- Quos vult Iupiter perdere -
«Da cosa altro potremmo essere definiti, se non dalla nostra biologia?».
L'universo aveva scelto il neo capitano Su'hahru, quel giorno, per intonare il ritornello della canzone che le aveva dedicato. L'universo aveva sc...
Il suo nome era Yempira Almedov e aveva gli occhi di sua madre.
Rimettere piede sul suo pianeta fu un'esperienza surreale. Nell'arco di un solo giorno l'universo aveva attraversato gli eventi di un secolo, cambiando la sua immagine in modo definitivo. Anche Aykari non si sentiva la stessa persona che aveva aiutato la sua amica a ripassare, solo quella mattina.
Eppure, la Terra non sembrava riflettere quel cambiamento. La sua casa era rimasta uguale: il cielo era azzurro, le città un reticolo di luci e colori, mentre le persone, le persone continuavano a condurre la loro vita, senza fermarsi. Era strano trovare tutto quello estraneo?
Si allontanò dal finestrino della navicella, scendendo dal mezzo al fianco di Ata e Kiki. L'hangar in cui erano atterrati era troppo anonimo per concludere quell'avventura, ma lo trovò rassicurante, nella sua struttura imponente che la riparava dalla realtà. Aveva solo voglia di annientarla, quella normalità, con l'adrenalina che ancora scorreva nelle sue vene. E non era l'unica in quella condizione di statica implosione, vedendo Midah saltare già dalla scaletta, mentre canticchiava una vecchia melodia.
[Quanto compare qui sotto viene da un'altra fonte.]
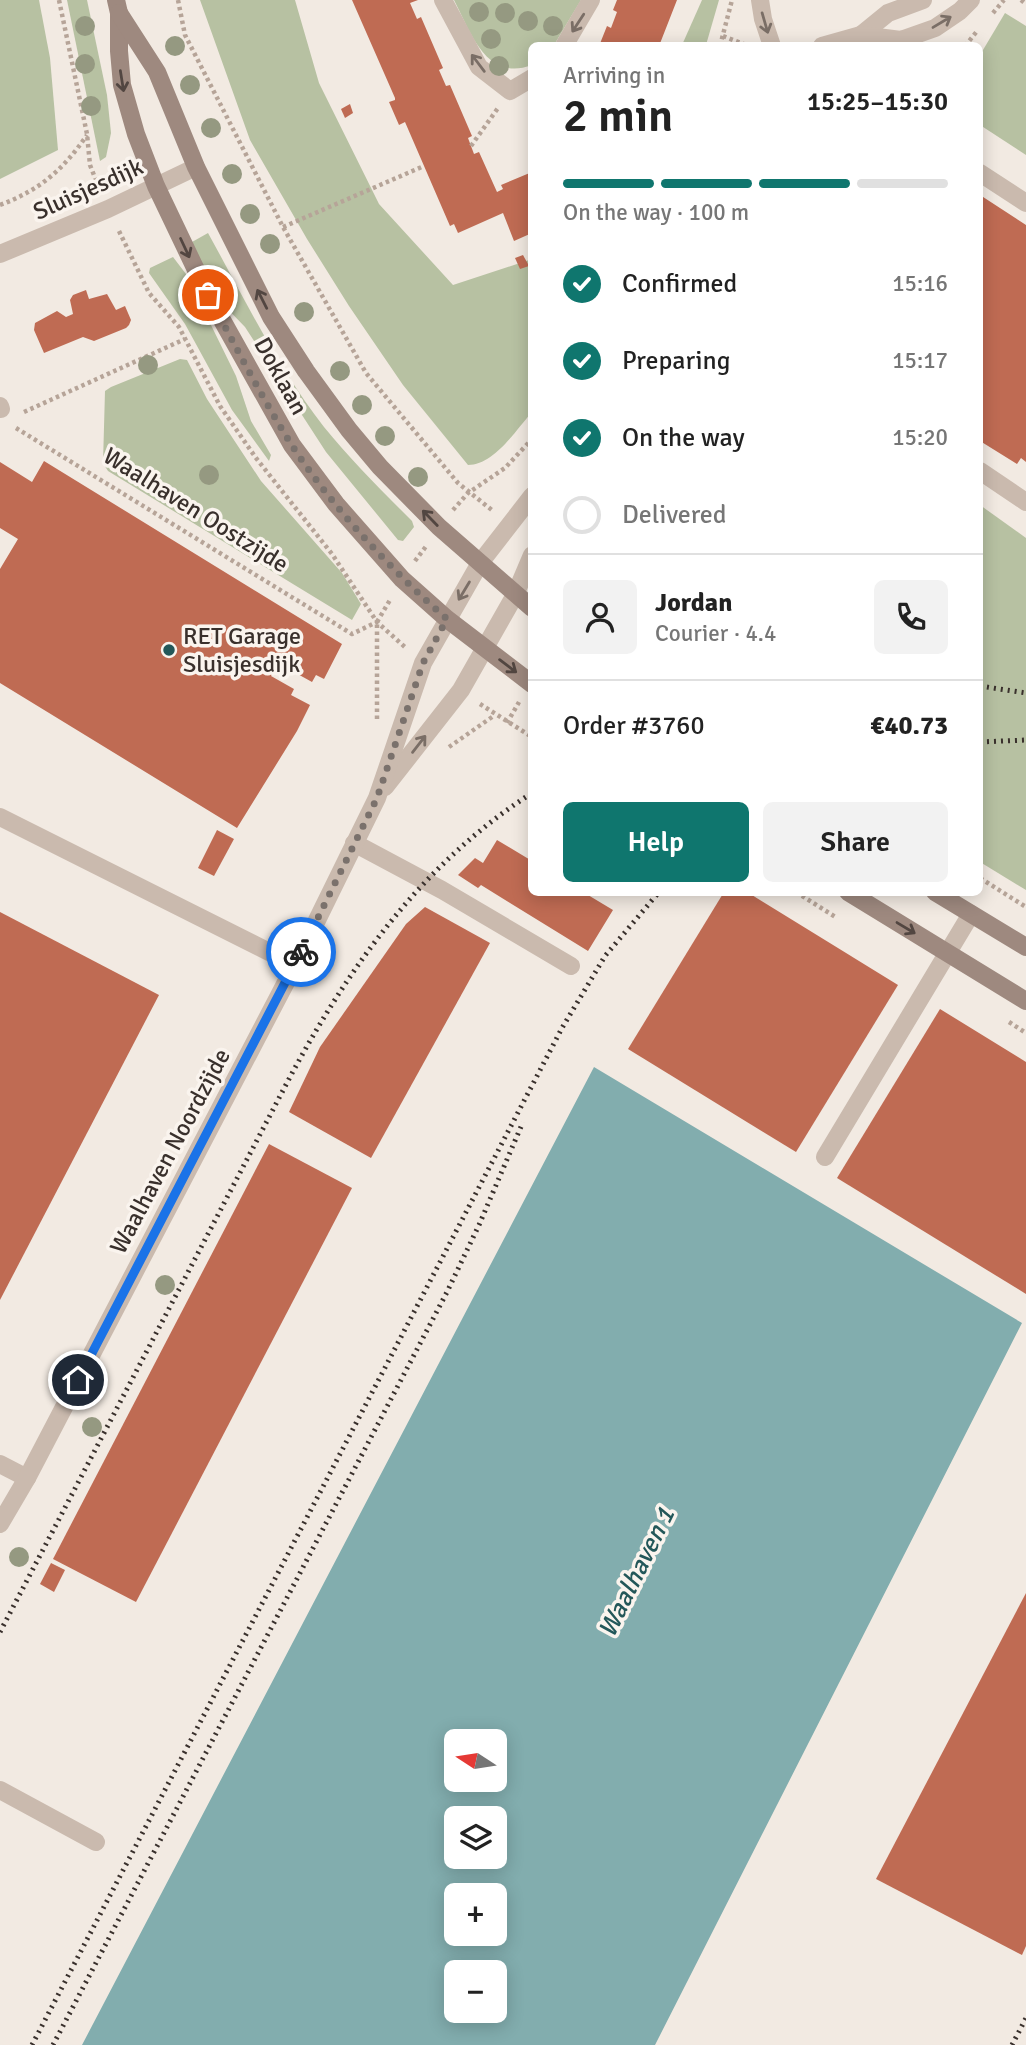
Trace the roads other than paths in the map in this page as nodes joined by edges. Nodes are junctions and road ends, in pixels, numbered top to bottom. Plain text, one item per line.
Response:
1 (443, 0) edge
2 (591, 0) edge
3 (760, 0) edge
4 (923, 0) edge
5 (971, 0) edge
6 (118, 6) edge
7 (863, 40) edge
8 (566, 42) edge
9 (771, 42) edge
10 (528, 81) edge
11 (195, 167) junction
12 (983, 175) edge
13 (156, 186) junction
14 (1026, 203) edge
15 (0, 254) edge
16 (983, 473) edge
17 (528, 501) edge
18 (1026, 502) edge
19 (480, 564) junction
20 (528, 564) edge
21 (515, 595) junction
22 (528, 605) edge
23 (447, 619) junction
24 (485, 649) junction
25 (528, 681) edge
26 (377, 798) junction
27 (0, 817) edge
28 (354, 843) junction
29 (855, 896) edge
30 (942, 896) edge
31 (971, 914) junction
32 (1026, 947) edge
33 (948, 953) junction
34 (295, 965) junction
35 (571, 966) dead end
36 (1026, 1001) edge
37 (825, 1157) dead end
38 (0, 1464) edge
39 (27, 1478) junction
40 (0, 1524) edge
41 (0, 1790) edge
42 (96, 1842) dead end

10 -> 1 street
2 -> 8 street
3 -> 9 street
4 - 7 street
7 -> 5 street
6 - 11 main road, Doklaan
6 -> 13 main road, Doklaan
11 - 13 street, Sluisjesdijk
19 -> 11 main road, Doklaan
12 - 14 street
13 - 15 street, Sluisjesdijk
13 -> 23 main road, Doklaan
16 - 18 street
17 - 19 street, Waalhaven Noordzijde
19 - 21 main road, Doklaan
19 -> 23 street, Waalhaven Noordzijde
20 - 21 street, Waalhaven Noordzijde
21 - 22 main road
21 - 24 street, Waalhaven Noordzijde
23 - 24 main road, Doklaan
23 - 26 street, Waalhaven Noordzijde
24 -> 25 main road
26 -> 24 street, Waalhaven Noordzijde
26 - 28 street, Waalhaven Noordzijde
27 - 34 street
28 - 34 street, Waalhaven Noordzijde
28 - 35 street
29 -> 33 main road
30 - 31 main road
31 - 32 main road
31 - 33 street
33 - 36 main road
33 - 37 street
34 - 39 street, Waalhaven Noordzijde
38 - 39 street
39 - 40 street, Waalhaven Noordzijde
41 - 42 street

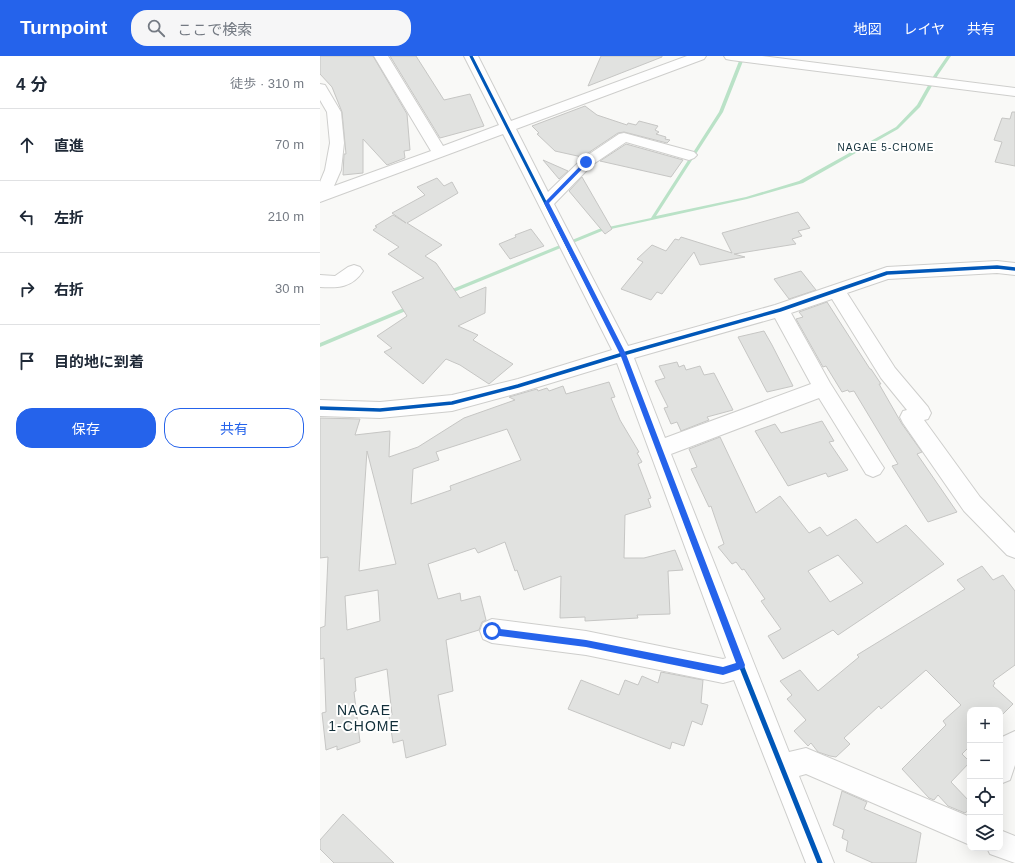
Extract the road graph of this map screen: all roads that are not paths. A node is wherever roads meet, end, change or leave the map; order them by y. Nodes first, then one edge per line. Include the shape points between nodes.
1 (381, 56) edge
2 (471, 56) edge
3 (654, 56) edge
4 (699, 56) edge
5 (731, 56) edge
6 (663, 69) junction
7 (320, 88) edge
8 (1015, 92) edge
9 (508, 126) junction
10 (439, 152) junction
11 (689, 155) dead end
12 (321, 196) edge
13 (546, 203) junction
14 (1015, 269) edge
15 (354, 271) dead end
16 (320, 281) edge
17 (836, 291) junction
18 (780, 310) junction
19 (623, 354) junction
20 (823, 388) junction
21 (320, 408) edge
22 (660, 448) junction
23 (873, 468) dead end
24 (1015, 548) edge
25 (492, 631) dead end
26 (741, 665) junction
27 (1015, 744) edge
28 (1003, 761) edge
29 (781, 768) junction
30 (967, 830) edge
31 (1003, 845) edge
32 (1015, 850) edge
33 (820, 863) edge

1 - 10 street
2 - 9 street
3 - 6 street
4 - 6 street
5 - 8 street
6 - 9 street
7 - 12 street via 334,112 337,143 333,170
9 - 10 street
9 - 13 street
10 - 12 street
11 - 13 street via 624,137 586,162
13 - 19 street
14 - 17 street via 997,267 887,274
15 - 16 street via 339,282
17 - 18 street
17 - 24 street via 888,373 921,412 910,416 972,504
18 - 19 street
18 - 20 street
19 - 21 street via 452,403 380,410
19 - 22 street
20 - 22 street
20 - 23 street
22 - 26 street
25 - 26 street via 586,643 723,671
26 - 29 street
27 - 28 street via 1007,749
29 - 30 street via 806,761
29 - 33 street
31 - 32 street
«Si era parlato di un drink?», la stanchezza che contornava i suoi occhi era inefficace nell'attenuare il sorriso che sembrava spaccargli il volto. Aveva rimosso la giacca della divisa chiara, persa nel tragitto tra la Victoria e le navicelle che li avrebbero riportati sul pianeta, restando in maglietta regolamentare scura a mezze maniche, mostrando al mondo, ma non al capitano, le braccia abbronzate. Anche Eriki aveva apportato delle modifiche al suo abbigliamento, indossando il camice come coprispalle e rinunciando ai guanti, dopo averne prestato uno alla sua amica per coprire la cicatrice dai raggi solari. Lei si era limitata a sbottonare la tuta scura.
«Sai cosa?», sgranchì il collo il medico, «Non è l'idea peggiore che tu abbia avuto oggi».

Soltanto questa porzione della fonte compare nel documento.